Brede House was built for Peter van Hemert, the owner of Brede Works. It is believed that the architect was Andreas Kirkerup while interior designer to the Danish Court. Joseph Christian Lillie was entrusted with interior designs and probably also furnishing the house.

Van Hemert went bankrupt in 1805 and both his house and industrial plant were sold by auction.

==Museum==
The National Museum acquired the house in 1959 and put it through a comprehensive restoration which was not completed until 1974. The Neoclassical house now serves as a historic house museum which showcases a typical upper-class home of the 1790s.

The house is now furnished with period furniture based on the detailed inventory lists prepared for each room in connection with the 1805 auction. The only furnishings that have been preserved from Hemert's home are Lille's mirrors in the garden room and banquet hall, but several other pieces of furniture which used to belong to people from the social circle he moved in Johan Joachim Pingel is also represented with a piece of furniture.

==Garden==
The park at Brede House is situated to the rear of the building, with Brede Works to the right and a terraced slope with fruit trees to the left as seen from the main building. It was laid out in the English romantic style in connection with the construction of the house, although accounts from Brede mention gardens at the site as far back as 1783. The pavilion in Chinese style which is today seen in the garden is not native to the site, but was gifted to the National Museum in 1971. It may originally have stood in Frédéric de Coninck's romantic garden at Dronninggård. It is likely that it was designed by Kirkerup since he was the architect behind several other pavilions in Chinese style from the time, including the one in Frederiksberg Gardens.

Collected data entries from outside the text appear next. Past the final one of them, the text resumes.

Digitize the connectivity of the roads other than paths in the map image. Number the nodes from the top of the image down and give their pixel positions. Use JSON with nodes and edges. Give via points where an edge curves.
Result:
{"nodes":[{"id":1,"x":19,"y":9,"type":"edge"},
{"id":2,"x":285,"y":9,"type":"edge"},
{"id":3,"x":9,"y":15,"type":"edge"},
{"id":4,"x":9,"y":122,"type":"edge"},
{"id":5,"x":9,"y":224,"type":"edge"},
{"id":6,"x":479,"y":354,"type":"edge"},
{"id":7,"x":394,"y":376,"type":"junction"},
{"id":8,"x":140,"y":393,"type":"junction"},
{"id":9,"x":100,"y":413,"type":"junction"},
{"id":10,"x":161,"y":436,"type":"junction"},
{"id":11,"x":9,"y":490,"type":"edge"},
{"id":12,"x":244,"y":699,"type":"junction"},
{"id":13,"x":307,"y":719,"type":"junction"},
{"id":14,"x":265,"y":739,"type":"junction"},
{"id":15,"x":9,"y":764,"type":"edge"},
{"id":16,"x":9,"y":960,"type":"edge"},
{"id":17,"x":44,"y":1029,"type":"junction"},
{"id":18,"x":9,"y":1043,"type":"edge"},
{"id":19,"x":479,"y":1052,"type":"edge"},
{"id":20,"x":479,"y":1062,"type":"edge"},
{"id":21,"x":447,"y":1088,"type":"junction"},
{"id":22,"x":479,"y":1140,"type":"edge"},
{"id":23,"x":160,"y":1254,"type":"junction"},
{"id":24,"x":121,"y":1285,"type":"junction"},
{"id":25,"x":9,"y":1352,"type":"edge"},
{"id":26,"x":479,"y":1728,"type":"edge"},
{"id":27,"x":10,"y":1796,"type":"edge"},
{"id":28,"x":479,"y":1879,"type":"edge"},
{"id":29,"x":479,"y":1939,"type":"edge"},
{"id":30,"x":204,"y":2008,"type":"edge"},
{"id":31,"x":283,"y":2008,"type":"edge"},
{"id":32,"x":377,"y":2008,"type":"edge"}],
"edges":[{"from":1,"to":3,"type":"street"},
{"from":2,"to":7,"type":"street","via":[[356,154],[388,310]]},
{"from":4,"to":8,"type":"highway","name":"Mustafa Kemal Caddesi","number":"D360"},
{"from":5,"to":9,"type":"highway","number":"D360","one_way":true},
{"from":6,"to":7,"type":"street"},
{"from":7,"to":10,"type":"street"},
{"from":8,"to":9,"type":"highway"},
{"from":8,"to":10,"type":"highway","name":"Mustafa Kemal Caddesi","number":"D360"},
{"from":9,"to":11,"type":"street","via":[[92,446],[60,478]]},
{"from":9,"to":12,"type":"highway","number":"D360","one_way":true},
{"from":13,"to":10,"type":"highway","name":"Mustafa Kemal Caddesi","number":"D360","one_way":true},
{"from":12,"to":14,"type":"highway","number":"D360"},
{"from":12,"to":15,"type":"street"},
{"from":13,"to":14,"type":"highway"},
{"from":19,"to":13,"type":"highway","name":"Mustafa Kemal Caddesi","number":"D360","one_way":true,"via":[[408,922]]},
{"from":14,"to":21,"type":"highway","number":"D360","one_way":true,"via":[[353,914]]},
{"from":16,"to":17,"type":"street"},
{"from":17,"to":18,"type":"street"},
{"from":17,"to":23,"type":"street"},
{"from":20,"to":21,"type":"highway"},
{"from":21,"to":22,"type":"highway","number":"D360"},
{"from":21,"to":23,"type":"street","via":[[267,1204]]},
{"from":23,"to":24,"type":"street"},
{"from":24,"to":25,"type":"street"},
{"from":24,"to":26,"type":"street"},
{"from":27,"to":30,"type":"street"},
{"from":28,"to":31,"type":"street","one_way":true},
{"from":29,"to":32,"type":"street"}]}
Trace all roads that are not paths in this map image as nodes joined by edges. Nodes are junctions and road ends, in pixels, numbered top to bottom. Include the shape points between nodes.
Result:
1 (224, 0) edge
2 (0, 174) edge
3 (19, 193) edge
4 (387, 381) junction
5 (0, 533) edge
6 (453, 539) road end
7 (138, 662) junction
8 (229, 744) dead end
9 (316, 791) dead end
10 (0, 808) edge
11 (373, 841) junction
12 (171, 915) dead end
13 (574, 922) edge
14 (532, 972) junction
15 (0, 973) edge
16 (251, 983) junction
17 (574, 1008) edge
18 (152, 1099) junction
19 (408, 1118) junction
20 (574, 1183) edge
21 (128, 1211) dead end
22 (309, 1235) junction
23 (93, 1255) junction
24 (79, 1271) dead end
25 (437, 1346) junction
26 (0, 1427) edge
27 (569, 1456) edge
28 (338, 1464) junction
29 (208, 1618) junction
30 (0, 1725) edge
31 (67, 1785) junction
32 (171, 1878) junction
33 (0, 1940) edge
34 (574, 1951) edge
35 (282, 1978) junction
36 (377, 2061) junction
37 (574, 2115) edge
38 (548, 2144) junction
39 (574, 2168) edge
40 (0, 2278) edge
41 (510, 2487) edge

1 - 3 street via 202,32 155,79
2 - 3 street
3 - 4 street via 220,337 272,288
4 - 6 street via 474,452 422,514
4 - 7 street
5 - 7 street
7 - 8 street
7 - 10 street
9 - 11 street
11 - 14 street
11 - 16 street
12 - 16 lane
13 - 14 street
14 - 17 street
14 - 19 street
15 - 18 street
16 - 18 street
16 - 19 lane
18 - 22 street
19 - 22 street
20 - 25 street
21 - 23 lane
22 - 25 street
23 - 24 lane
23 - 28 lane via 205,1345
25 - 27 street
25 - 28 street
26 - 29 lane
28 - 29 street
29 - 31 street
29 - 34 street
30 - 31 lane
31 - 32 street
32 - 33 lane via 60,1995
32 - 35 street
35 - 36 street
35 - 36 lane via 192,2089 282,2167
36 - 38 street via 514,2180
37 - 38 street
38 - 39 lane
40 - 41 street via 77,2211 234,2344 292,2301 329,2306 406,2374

A vegetable garden and nursery used to supply the household with fresh produce. A vegetable garden with original crops is still maintained at the far end of the park. It is situated next to the gardener's house and a small cluster of outbuildings and glasshouses, including the Grape House (Vinbakken), the Tomato House (Tomathuset), the Apple Cellar (Æblekælderen), the Orangery (Orangeriet) and the Storehouse (Materialhuset).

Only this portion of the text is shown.